Era l’undici giugno duemila e tredici. L’ultimo giorno di scuola, il fatico e tanto aspettato ultimo giorno era arrivato. Lo avevo atteso tanto ma finalmente era arrivato. Era da una settimana che non mangiavo la cena e il pranzo, o forse di più. Sì decisamente di più. Avevo trascorso un intero anno senza mangiare regolarmente, eppure non mi importava e non mi importava più di  tutte le sofferenze che avevo passato, finalmente avrebbero avuto fine alle quattro e mezza di quel giovedì. Erano trascorse ormai sei ore dal suono squillante della campanella e tutti si stavano dirigendo verso la mensa, compresa me e la mia migliore amica Melanie. Ci eravamo sedute ad un tavolo vuoto. Nessuno ci dava importanza, non ero una cheerleader, né un playmaker. Era una delle tante persone che vivevano nell’ombra, o meglio non sotto i riflettori. Ma questo non mi dispiaceva molto, anche se avrei voluto che qualcuno venisse da me e mi chiedesse ‘ hei ,ti senti bene?’ e io gli avrei mentito comunque, gli avrei risposto ‘ magnificamente’ facendo un sorriso falso per nascondere quello che stavo provando. Rabbia, tristezza e tanta, tanta delusione.
‘ non mangi nulla El?’ mi chiese Melanie addentando la sua pizza
‘no, non ho fame’ dissi guardando il suo cibo impassibile
Lei annuì e continuò a mangiare il suo pasto. Suonò la campanella della mensa. Mancava un’ora, una sola ora e sarei potuta uscire da questo luogo infernale. Centinai di studenti si riversarono nelle uscite per poter accedere alle loro rispettive classi. Guardai l’orario attaccato al mio diario: educazione fisica. La odiavo. Odiavo il modo in cui fossi così maledettamente negata negli sport, mentre le altre mie compagne erano tutte atletiche e non sfiguravano mai in un esercizio. Avevamo indossato la divisa sportiva, dei semplici pantaloncini blu, una t-shirt bianca e delle scarpe da corsa. La professoressa Spice ci aveva radunato nel cortile dicendoci che oggi avremmo fatto la prova di resistenza. Ci allineammo tutti sulla riga bianca che segnava l’inizio del percorso. Fischiò nel suo fischietto metallico e la prova ebbe inizio. Incominciai a correre lentamente per far sì che riuscissi a completare il percorso e vidi molte persone superarmi, normale pensai. Dopo circa venti minuti ero ancora lì che correvo con i miei compagni di classe. Eravamo tutti stanchi e stavamo per completare il percorso.

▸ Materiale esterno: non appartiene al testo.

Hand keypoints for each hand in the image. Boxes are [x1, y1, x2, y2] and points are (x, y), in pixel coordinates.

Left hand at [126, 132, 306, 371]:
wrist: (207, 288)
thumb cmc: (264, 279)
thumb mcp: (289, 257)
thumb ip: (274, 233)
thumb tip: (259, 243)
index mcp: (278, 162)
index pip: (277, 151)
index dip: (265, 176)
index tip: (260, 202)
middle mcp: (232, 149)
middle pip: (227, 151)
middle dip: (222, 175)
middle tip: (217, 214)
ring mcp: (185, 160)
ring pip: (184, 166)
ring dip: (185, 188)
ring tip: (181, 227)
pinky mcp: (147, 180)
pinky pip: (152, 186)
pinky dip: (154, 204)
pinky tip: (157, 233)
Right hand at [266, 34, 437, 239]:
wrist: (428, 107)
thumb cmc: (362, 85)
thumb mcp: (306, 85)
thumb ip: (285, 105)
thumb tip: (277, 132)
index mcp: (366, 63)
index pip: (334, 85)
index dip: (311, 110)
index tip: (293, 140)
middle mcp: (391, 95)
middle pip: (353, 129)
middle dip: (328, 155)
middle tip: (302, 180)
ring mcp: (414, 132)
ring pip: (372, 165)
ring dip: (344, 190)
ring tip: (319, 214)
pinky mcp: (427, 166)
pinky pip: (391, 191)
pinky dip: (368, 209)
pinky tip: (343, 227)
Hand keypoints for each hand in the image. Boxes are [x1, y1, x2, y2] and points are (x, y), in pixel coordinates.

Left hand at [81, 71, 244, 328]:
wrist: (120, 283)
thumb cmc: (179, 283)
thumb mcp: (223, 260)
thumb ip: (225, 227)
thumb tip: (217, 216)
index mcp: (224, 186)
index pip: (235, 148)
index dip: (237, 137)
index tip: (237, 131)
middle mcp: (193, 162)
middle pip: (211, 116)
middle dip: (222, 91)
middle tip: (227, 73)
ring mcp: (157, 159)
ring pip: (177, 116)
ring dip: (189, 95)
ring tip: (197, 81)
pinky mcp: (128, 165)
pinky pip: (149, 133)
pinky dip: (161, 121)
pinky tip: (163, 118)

‘trenta secondi’ urlò la professoressa Spice
Avevo solo più trenta secondi per completare la prova. Aumentai il ritmo. Dovevo farcela. Ormai vedevo il traguardo davanti a me. Stavo per sorpassare la linea del traguardo quando ad un certo punto inciampai e caddi rovinosamente sullo sterrato. Non riuscivo ad alzarmi per il dolore lancinante che proveniva dal mio fianco. Sentii qualcosa di caldo bagnare la mia maglietta. Cercai di alzarmi me non ci riuscii. Ero incredibilmente debole. Mi alzai a sedere sul busto ma caddi di nuovo a terra e sbattei la testa violentemente provocandomi una leggera ferita superficiale. Chiusi gli occhi per il dolore ma li riaprii solo quando fui caricata dentro un ambulanza. 

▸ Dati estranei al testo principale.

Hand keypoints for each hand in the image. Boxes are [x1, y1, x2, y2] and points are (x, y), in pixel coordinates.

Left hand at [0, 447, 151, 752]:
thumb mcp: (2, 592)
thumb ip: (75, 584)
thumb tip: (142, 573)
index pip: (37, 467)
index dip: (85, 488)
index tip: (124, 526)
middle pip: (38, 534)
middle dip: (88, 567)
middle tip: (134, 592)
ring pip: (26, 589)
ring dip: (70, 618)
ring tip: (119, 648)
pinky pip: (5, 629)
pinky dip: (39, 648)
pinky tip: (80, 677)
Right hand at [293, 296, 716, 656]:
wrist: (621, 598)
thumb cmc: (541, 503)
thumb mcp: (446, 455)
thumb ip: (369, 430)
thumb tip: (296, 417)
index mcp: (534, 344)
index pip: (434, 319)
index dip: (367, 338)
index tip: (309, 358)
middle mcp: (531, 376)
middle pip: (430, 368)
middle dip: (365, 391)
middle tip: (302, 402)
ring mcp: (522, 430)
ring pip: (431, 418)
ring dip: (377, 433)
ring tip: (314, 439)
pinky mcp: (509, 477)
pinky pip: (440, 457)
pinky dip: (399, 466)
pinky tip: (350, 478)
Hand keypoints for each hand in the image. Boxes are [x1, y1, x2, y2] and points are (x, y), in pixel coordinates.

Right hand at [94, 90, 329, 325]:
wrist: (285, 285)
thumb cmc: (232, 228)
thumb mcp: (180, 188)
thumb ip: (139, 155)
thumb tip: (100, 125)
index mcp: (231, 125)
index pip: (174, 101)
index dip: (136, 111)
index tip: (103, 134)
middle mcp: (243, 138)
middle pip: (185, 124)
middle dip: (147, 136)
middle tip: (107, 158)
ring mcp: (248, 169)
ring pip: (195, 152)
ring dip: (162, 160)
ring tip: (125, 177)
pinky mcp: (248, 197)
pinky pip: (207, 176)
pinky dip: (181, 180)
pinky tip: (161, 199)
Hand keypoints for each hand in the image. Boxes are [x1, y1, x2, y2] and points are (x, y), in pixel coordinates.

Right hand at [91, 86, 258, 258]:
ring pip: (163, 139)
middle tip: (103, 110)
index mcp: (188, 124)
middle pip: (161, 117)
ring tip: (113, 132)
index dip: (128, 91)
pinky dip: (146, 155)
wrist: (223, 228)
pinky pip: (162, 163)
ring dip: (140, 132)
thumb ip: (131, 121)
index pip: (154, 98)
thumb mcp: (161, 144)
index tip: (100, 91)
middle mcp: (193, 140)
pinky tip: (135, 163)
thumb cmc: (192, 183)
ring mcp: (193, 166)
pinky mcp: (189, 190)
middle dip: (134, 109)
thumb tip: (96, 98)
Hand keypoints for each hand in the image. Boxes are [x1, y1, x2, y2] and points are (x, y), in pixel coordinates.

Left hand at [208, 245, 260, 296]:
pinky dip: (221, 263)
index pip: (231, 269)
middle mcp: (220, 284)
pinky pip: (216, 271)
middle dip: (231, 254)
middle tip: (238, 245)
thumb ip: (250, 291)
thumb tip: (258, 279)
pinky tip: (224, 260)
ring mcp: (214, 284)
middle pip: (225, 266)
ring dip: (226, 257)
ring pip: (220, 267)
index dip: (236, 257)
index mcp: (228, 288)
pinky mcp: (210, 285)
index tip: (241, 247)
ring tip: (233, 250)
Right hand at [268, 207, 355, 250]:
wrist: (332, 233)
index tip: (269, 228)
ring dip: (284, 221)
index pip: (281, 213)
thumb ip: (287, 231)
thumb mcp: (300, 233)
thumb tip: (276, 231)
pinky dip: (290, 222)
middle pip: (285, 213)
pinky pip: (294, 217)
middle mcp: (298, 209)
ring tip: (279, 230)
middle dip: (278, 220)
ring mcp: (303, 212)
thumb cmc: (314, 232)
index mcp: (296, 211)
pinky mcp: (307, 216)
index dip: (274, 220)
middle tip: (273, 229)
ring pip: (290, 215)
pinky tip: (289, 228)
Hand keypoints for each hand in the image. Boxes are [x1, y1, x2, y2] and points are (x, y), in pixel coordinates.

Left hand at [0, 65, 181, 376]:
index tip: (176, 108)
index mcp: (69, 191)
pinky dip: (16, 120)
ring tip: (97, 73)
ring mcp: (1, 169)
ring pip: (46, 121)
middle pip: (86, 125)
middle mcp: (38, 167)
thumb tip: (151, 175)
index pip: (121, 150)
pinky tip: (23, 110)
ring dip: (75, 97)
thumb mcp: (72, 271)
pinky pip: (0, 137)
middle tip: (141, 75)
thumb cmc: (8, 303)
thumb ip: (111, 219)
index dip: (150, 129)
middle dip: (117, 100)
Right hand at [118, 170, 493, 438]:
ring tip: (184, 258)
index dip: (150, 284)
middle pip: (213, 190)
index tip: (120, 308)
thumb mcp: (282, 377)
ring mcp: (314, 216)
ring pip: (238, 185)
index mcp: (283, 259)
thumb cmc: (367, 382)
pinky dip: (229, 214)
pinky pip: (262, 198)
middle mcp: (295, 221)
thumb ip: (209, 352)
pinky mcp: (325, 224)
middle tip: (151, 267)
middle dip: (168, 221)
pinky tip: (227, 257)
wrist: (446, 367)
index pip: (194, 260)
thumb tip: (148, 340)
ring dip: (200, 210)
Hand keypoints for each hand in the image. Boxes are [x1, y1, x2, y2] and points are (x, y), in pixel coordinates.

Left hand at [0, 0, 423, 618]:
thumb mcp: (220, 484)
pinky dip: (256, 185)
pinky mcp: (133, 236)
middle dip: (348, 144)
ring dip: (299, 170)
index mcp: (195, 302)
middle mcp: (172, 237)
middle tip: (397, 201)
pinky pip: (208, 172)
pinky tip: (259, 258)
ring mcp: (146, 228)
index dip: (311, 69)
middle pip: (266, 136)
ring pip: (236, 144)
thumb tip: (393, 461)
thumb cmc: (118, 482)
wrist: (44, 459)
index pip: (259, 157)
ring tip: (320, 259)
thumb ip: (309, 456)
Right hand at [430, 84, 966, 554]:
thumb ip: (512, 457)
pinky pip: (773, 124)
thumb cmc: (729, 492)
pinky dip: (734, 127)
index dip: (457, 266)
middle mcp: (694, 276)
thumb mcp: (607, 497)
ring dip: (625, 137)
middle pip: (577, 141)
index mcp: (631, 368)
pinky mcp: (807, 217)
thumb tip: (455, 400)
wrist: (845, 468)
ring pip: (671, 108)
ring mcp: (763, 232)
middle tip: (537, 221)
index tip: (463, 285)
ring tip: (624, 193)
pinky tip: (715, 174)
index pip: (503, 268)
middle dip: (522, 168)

                                                                              ***

Sentii il suono di una sirena e strinsi istintivamente le mani in pugni sfregando la pelle contro qualcosa di ruvido, non capivo cosa fosse, così debolmente aprii gli occhi. Non riuscivo a mettere a fuoco le immagini, così cercai di alzarmi a sedermi ma qualcosa mi trattenne. Erano delle cinture. Finalmente mi fu tutto chiaro: ero stata coricata su una barella e le cinture mi tenevano ancorata saldamente ad essa.  All’interno del veicolo non ero sola, c’era un infermiere che avrà avuto si e no vent’anni e Melanie.
‘Mel …’ la chiamai debolmente con un fil di voce
Lei, dapprima seduta su una piccola seggiola, con lo sguardo perso nel vuoto,  si riscosse e mi fece un sorriso forzato. Si avvicinò lentamente, mi prese poi la mano e le diede una lieve stretta come per tranquillizzarmi.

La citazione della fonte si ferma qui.